I'd be happy to reopen the issue again but at the moment this is issue is not actionable. I agree that there's a tradeoff here in the way Gutenberg works but sometimes you need to make choices for some users instead of developpers. There's nothing we can do from the Core's side to address the use-cases here at the moment. Do you have any suggestions? actionable items? I'd be happy to reopen and explore if that's the case.

There are many Github issues raising the same concern. Forcing deprecation for markup changes as simple as adding another CSS class is totally insane. Gutenberg is currently crippled as a corporate CMS because of this – deprecation is not a reasonable solution for sites with a huge amount of content that need even MINOR layout changes. Even the upgrade path to the new block is broken, it's just such an infuriating overwrought mess that I would strongly dissuade orgs from adopting Wordpress at this point.

As far as protecting users, there could, at the very least, be some kind of Wordpress setting that allowed for automatic upgrading of blocks.

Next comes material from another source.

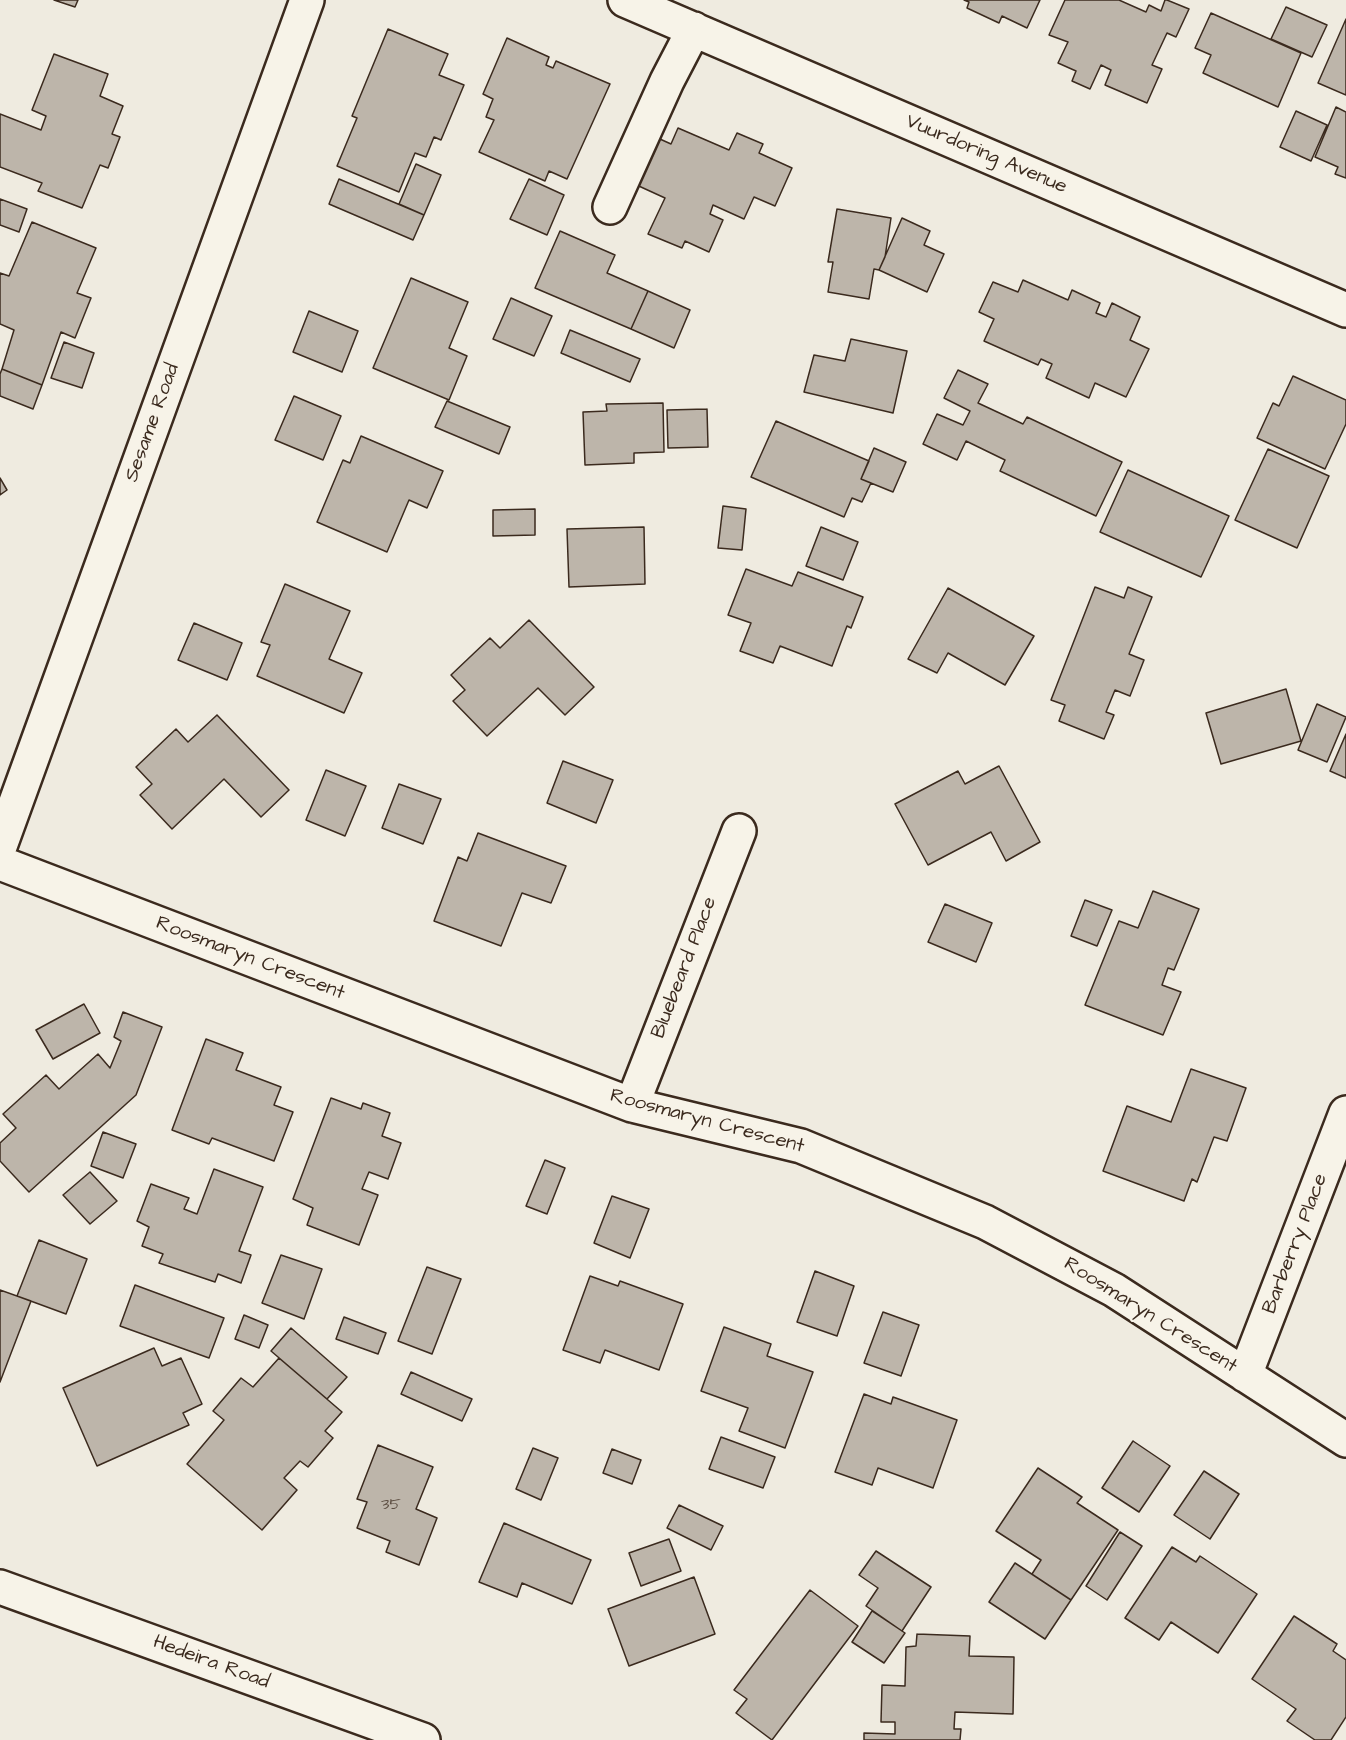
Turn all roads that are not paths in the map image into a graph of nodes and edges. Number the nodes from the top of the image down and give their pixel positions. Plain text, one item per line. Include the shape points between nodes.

You can also assume that some users will be in a controlled environment where they shouldn't be making decisions about what to upgrade. I'm curious how many of your largest, paying customers fall under that umbrella.

edit: there are entire companies built around the premise of having structured input with dynamic output, like Contentful, and Wordpress is frustratingly close to being able to fulfill this goal, but some of the decisions you guys have made are crazy making. There are so many arguments for types of content being attribute-first instead of layout-first that it's hard to even understand how this decision was reached.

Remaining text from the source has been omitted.